Bella: Your speech is going to be epic, Jess.

AC: Pah! Since when did you say 'Epic'?

Bella: Since now.

Alice: GUESS WHAT? I'm planning another party! Yippee!

Edward and Bella: No.

Alice: It will be fun.

Bella: That's what you said the last time, and look what happened.

Edward: Yeah, you broke my piano...

Bella: That isn't what I was talking about.

Edward: My piano was my life!

Bella, Alice and Jasper: Not again...


	3. Chapter 3: He never got lucky!

**AN: Just bought Valentines Day - it's such a cute film ^^ and in this chapter you will discover my clear obsession for arms (have you seen PFach's in Eclipse?

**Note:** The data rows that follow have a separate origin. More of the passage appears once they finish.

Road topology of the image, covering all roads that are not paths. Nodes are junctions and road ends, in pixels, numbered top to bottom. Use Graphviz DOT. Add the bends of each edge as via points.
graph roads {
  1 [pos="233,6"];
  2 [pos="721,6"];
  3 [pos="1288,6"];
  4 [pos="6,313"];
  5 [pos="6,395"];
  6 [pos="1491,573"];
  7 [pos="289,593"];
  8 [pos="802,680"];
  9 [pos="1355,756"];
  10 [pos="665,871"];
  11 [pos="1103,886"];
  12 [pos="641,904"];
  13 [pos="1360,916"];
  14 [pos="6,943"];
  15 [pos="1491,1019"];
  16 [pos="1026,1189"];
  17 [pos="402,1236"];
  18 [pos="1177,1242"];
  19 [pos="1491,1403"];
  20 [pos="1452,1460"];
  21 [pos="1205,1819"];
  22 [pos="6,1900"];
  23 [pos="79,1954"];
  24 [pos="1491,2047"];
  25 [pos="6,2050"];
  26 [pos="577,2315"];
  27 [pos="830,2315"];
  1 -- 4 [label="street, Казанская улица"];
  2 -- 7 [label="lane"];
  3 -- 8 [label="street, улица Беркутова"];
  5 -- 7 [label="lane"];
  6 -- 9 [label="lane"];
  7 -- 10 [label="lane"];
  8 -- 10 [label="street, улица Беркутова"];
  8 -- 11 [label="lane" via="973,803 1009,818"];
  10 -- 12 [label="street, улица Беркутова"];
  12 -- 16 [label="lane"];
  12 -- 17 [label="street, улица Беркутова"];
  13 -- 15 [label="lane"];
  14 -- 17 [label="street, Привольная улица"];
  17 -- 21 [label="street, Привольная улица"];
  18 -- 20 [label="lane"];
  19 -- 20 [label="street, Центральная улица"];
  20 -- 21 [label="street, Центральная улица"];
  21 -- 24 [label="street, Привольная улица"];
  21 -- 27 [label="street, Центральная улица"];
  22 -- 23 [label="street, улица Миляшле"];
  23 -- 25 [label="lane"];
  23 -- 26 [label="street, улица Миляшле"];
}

Oh Em Gee!)**

* * *

**Location: **Seattle

Bree: (Clutching throat) Ahh! What did you do me? I'm... I'm so...

Riley: Yeah, it does that to you...

Bree: (Continues to clutch throat, whilst her acting deteriorates a bit more)

AC: (Appears) _Pfft_, come on, I'm crap at acting and I could do a better job than you.

Bree: But my throat... it burns!

AC: Try drinking straight Gin... (Shudders and disappears)

Riley: Just try not to get killed-

AC: Like you at the end? Good going Riley, can't even act on your own words.

Riley: (Whimpers) I- I die?

...

**Location: **Outside the Police Station.

Edward: Bella-

Bella: If you ask me to marry you again, just remember we're outside a Police Station. Speaking of which, what did Alice see today?

Edward: (Quietly) Nothing.

Bella: So she pulled her vision face for nothing?

Edward: Yup.

Bella: (Smiles evily) I'll marry you if you tell me.

Edward: (Grins) Alice saw Victoria coming here, marry me now?

Bella: Geez, I didn't know vampires were gullable.

Charlie: Bella, I thought it was just the two of us for dinner tonight? (Glares at Edward)

Bella: It is, he's dropping me off because he broke my poor innocent truck.

Charlie: You bastard.

Edward: Have you seen that hideous thing?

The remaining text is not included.